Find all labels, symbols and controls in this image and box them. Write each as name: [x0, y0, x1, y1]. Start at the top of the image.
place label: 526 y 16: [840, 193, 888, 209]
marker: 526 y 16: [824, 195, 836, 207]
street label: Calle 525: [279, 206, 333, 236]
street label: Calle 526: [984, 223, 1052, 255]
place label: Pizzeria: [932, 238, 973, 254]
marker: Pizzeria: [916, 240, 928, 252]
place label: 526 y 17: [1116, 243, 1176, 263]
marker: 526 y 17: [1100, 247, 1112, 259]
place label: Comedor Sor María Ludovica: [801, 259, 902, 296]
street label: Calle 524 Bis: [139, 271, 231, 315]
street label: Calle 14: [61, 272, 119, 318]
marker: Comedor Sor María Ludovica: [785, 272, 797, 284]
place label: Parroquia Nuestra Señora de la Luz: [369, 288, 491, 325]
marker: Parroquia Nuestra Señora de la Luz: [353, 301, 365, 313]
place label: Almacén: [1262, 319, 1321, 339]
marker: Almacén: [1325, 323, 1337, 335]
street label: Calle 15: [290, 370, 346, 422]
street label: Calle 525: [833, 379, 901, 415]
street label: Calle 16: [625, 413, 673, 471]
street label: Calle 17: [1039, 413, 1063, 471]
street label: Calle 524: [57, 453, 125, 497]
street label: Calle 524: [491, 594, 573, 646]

++++++++++

Assignment:
Report all lines in the listing above that contain the word "Señora".

Task output:
place label: Parroquia Nuestra Señora de la Luz: [369, 288, 491, 325]
marker: Parroquia Nuestra Señora de la Luz: [353, 301, 365, 313]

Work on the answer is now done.